As service manager for ScholarSphere, Penn State’s open access repository service, I often find myself laser-focused on the type of research that conventionally populates an IR. It’s par for the course when one is an OA evangelist, so to speak. Yet, since my department, Publishing and Curation Services (PCS), has oversight of our CHO collections, both digitized and born-digital, I have been keen, of late, to point an OA lens more purposefully at these materials, too, and raise their profile in the portfolio of scholarly content that PCS works with others to produce, describe, host, publish, and make openly discoverable and available. As I do so, the following ambitions especially resonate with me: to diversify what we make open and to be transparent about the “how” of open – all toward expanding what we call, and mean by, “open.” The timing could not be more ideal in our Libraries for such evolving and shifting of intent. Since the start of 2016 a number of us have engaged in two “digital retreats,” led by Karen and designed to revisit and refine processes as well as to plan for future improvements to our infrastructure, our worfklows supporting digital collection development, and our services around digital scholarship and research data management – to name a few priorities.

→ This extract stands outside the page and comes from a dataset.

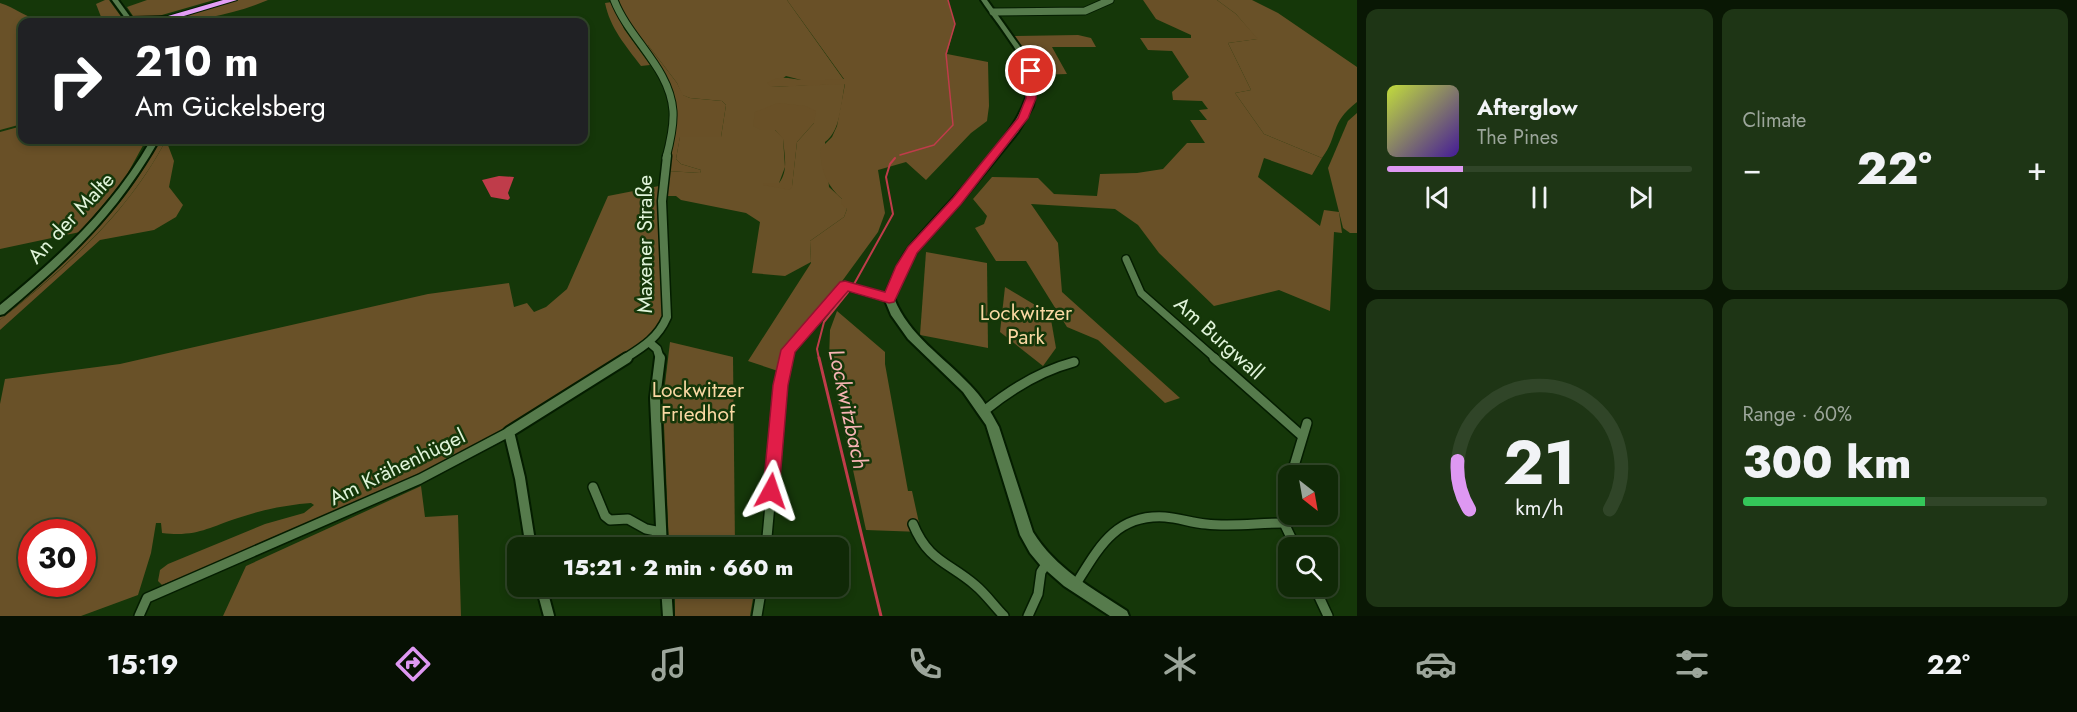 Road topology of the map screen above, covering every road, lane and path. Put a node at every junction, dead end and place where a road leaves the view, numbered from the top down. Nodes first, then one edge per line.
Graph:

I’m taking the opportunity of this blog post to report briefly on ways we’re already making progress and to call out and define more specifically how I hope we continue to make progress.

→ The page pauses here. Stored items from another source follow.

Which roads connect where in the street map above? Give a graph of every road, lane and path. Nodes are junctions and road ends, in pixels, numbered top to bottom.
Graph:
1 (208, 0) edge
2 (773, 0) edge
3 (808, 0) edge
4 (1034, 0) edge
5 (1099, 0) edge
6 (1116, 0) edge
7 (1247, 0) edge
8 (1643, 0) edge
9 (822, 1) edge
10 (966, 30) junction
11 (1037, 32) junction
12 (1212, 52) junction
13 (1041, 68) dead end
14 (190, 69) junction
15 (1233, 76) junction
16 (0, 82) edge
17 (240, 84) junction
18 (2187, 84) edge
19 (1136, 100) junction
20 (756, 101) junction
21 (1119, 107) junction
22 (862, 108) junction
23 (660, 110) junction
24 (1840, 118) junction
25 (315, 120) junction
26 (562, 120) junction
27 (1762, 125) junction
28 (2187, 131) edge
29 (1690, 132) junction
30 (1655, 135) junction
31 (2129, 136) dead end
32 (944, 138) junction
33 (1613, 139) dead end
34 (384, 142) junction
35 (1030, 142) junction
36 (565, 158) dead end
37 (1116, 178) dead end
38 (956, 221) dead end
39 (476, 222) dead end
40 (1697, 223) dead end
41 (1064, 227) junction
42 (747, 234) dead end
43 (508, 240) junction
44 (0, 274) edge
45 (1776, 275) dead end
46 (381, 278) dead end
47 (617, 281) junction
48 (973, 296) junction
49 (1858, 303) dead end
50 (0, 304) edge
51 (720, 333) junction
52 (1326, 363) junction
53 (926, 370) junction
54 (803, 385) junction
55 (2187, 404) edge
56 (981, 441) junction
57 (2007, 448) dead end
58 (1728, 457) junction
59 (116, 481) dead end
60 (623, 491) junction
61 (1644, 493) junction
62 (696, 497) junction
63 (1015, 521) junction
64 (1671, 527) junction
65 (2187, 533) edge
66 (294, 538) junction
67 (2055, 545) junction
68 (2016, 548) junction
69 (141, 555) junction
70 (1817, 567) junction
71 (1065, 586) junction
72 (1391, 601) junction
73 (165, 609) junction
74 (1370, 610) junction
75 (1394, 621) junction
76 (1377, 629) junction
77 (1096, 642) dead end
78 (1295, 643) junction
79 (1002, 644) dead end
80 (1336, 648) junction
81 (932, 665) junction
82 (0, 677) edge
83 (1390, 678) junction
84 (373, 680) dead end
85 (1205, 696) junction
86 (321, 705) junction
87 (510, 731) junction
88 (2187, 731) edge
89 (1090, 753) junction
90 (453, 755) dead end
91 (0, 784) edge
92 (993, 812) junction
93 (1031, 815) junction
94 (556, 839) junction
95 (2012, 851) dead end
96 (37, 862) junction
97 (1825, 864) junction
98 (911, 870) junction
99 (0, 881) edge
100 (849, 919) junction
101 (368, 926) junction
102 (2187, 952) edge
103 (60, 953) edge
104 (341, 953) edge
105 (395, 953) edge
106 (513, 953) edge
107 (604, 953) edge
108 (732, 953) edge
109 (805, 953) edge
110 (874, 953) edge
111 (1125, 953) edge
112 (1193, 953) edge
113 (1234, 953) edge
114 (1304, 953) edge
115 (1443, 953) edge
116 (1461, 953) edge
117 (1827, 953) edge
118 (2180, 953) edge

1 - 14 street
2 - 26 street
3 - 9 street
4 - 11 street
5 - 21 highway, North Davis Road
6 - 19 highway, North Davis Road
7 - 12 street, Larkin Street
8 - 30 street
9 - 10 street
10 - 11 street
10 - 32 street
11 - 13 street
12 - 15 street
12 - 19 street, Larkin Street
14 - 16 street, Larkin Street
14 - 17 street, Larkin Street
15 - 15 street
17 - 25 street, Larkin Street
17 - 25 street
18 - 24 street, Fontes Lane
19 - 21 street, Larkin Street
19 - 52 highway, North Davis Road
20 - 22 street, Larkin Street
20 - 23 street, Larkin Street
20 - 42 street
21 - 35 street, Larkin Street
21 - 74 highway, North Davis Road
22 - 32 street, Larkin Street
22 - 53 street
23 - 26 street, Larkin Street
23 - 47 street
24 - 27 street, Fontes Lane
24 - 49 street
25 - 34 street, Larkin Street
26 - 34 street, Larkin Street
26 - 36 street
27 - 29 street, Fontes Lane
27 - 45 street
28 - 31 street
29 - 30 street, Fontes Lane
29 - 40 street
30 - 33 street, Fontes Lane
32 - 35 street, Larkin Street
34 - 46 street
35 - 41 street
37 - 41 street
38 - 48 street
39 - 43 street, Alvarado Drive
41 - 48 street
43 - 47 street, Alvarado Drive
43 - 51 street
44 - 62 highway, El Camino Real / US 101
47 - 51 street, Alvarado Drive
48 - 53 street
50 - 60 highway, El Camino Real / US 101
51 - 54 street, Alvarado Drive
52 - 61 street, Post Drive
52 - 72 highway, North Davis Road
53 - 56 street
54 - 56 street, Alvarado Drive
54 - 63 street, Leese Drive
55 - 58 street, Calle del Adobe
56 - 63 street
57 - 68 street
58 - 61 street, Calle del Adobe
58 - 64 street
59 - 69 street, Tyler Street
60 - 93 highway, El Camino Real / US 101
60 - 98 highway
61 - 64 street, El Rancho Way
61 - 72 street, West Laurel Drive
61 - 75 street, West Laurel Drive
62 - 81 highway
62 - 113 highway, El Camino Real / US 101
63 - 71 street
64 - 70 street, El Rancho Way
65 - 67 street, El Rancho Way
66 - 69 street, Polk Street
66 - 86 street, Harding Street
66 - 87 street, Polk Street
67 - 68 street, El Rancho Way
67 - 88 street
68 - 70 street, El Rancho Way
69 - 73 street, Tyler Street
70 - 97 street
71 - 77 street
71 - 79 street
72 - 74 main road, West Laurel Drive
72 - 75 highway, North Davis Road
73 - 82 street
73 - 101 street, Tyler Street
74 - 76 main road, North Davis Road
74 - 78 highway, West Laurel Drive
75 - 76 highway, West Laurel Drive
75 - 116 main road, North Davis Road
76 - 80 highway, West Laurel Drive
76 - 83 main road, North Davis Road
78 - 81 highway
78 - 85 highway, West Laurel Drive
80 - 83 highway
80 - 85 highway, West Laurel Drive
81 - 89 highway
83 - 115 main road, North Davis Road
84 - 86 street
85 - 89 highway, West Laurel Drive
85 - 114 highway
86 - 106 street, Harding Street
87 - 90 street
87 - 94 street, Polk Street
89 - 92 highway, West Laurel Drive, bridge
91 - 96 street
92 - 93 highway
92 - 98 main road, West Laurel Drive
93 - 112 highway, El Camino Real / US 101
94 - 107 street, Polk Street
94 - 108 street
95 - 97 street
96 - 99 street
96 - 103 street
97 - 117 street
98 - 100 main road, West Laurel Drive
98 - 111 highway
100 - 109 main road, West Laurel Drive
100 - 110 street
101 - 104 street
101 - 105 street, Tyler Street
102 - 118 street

Being transparent about the “how” of open

This aspiration relates to the growing importance of sharing how research and scholarship in digital humanities are done, in the spirit of building off of or extending the shared methods, opening up paths for new collaborations, and acknowledging the labor of everyone on a project team, for example, as well as the types of labor involved. The pedagogical potential inherent in such openness is equally promising. What does it take to apply a similar brand of transparency to the work of open access, particularly the content we are trying to free up for broad discovery and use? How attentive are we to documenting, sharing, and updating our processes for publishing digital collections? From the kernel of the idea, to consulting with the collection curator or other stakeholders, to the mammoth stage that is production, to mounting the realized and reformatted collection online and advocating for its usage?

One of the concrete outcomes from our first digital retreat in February was a prototype digital collections workflow that we have started to implement, expecting to iterate upon it as we apply it. Another outcome was an “intake” form, for documenting information about a collection, such as its physical or digital condition, rights status, and readiness for harvesting by external bodies such as the DPLA. Completion of this form, which we have also begun implementing, kicks off the workflow. It’s yet to be decided where this information will live so that it is easily retrievable, but the record-keeping is happening in earnest, and I’m confident our team will arrive at a solution soon. Such project-based efforts can be a boon for emerging instruction areas such as digital library pedagogy. One hope is that, in time, we will also learn how to integrate processes – and share such processes – for representing our digital collections as open humanities data sets, released with a readiness for working with them, in a variety of ways. Given their growing emphases in any number of domains, whether the humanities, the sciences, or the social sciences, open data is becoming the new people’s content.

Diversifying what we make open

At the second of the two digital retreats, we received an update on the implementation of our strategic plan. One of the action items is to develop a digital collection policy that will take advantage of collections little known and underused – and thus effectively hidden. The deliverables of creating scope and guidelines for developing digital collections offer our Libraries a chance to determine where the gaps are in representations of the cultural heritage of the Commonwealth. It’s an enormous opportunity to diversify what we digitize and could inform, in turn, how our collecting mission in the context of physical materials evolves. With our Special Collections Library under the new leadership of Athena Jackson, I’m eager to see how this unfolds – and to take part as I can and as makes sense.